[Records for this task]
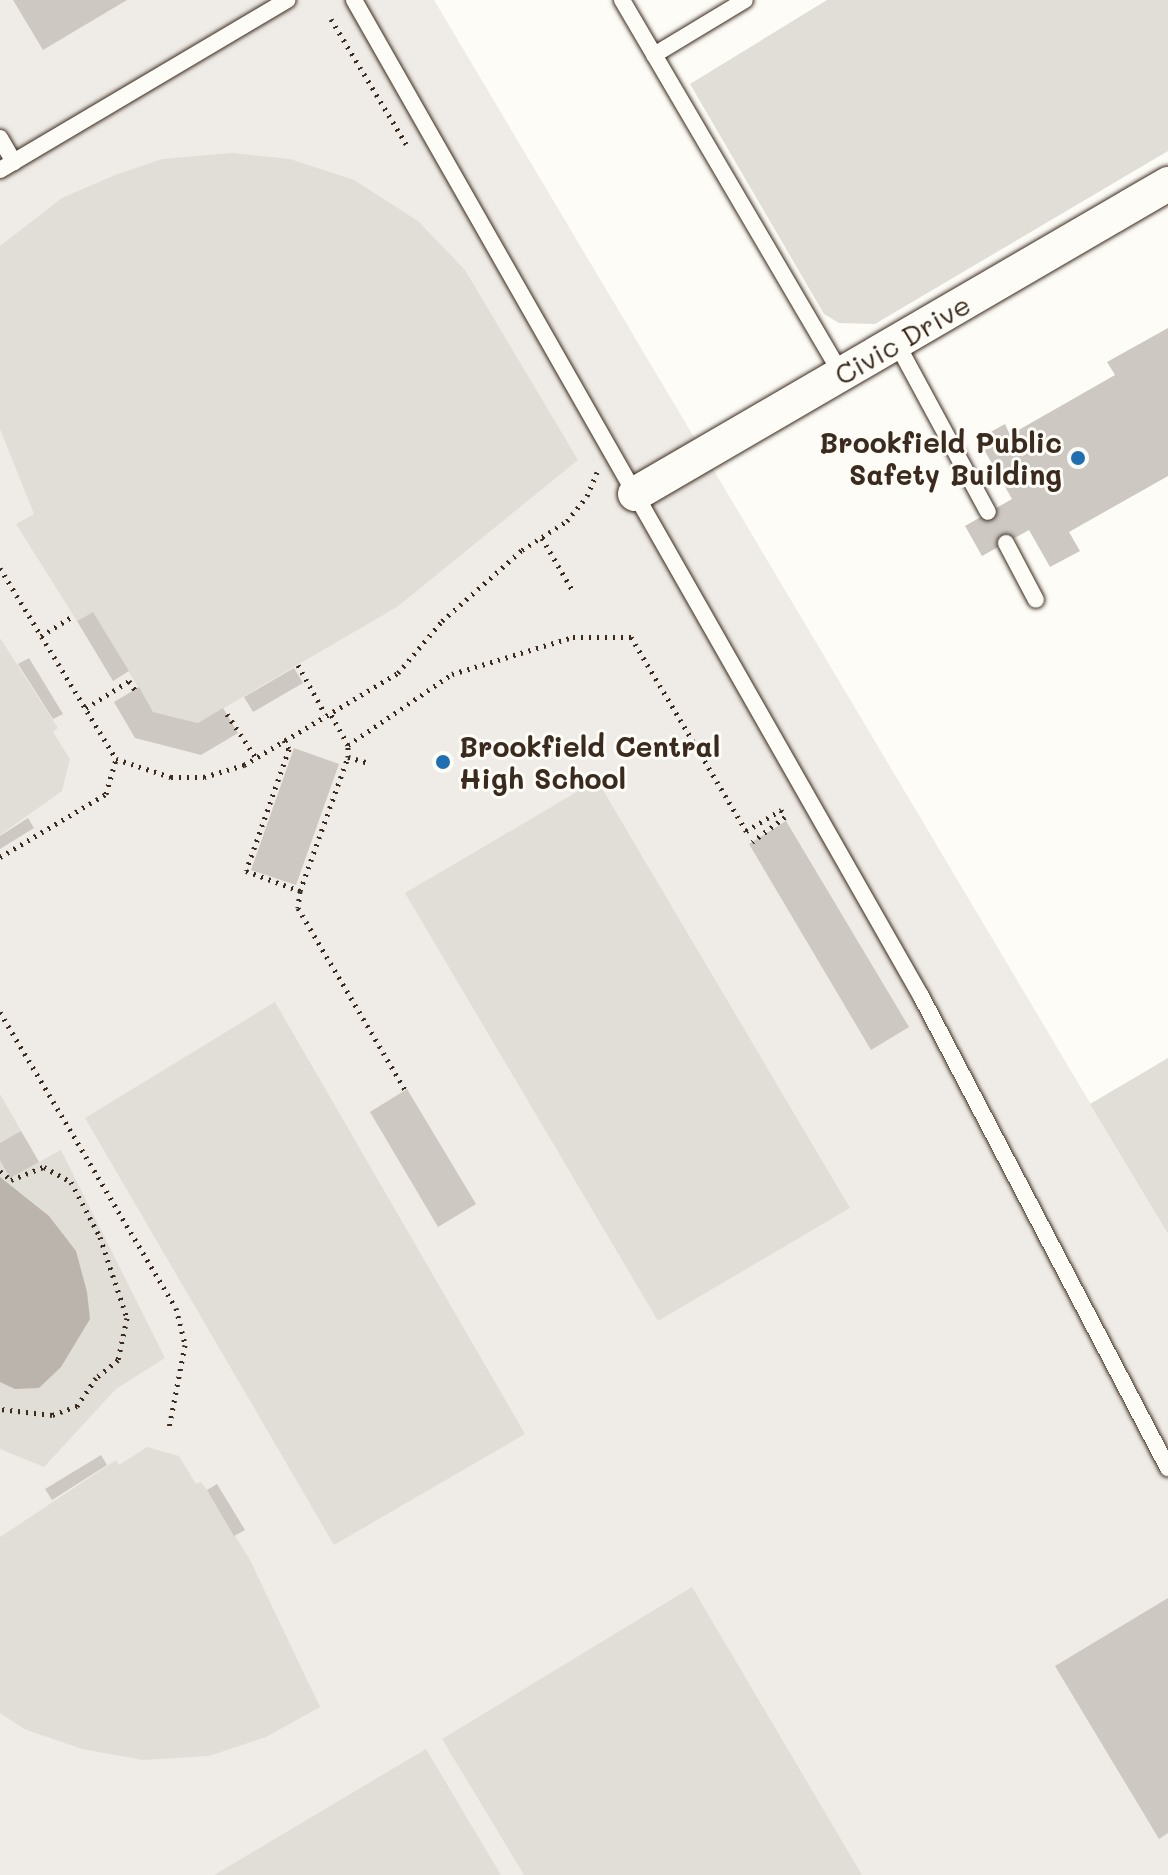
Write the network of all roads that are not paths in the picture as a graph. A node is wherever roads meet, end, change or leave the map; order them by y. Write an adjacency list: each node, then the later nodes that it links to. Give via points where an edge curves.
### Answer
1 (287, 0): 7 (lane)
2 (354, 0): 11 (lane)
3 (622, 0): 5 (lane)
4 (745, 0): 5 (lane)
5 (654, 55): 10 (lane)
6 (0, 138): 7 (lane)
7 (7, 166)
8 (1168, 184): 9 (street, Civic Drive)
9 (896, 342): 10 (street, Civic Drive); 12 (lane)
10 (841, 374): 11 (street, Civic Drive)
11 (635, 494): 15 (lane, via 921,996)
12 (988, 512)
13 (1006, 543): 14 (lane)
14 (1036, 600)
15 (1168, 1468)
[/Records for this task]
Restate every record exactly, please; do not copy the pictures.

▶ _Exercise output_
Write the network of all roads that are not paths in the picture as a graph. A node is wherever roads meet, end, change or leave the map; order them by y. Write an adjacency list: each node, then the later nodes that it links to. Give via points where an edge curves.
### Answer
1 (287, 0): 7 (lane)
2 (354, 0): 11 (lane)
3 (622, 0): 5 (lane)
4 (745, 0): 5 (lane)
5 (654, 55): 10 (lane)
6 (0, 138): 7 (lane)
7 (7, 166)
8 (1168, 184): 9 (street, Civic Drive)
9 (896, 342): 10 (street, Civic Drive); 12 (lane)
10 (841, 374): 11 (street, Civic Drive)
11 (635, 494): 15 (lane, via 921,996)
12 (988, 512)
13 (1006, 543): 14 (lane)
14 (1036, 600)
15 (1168, 1468)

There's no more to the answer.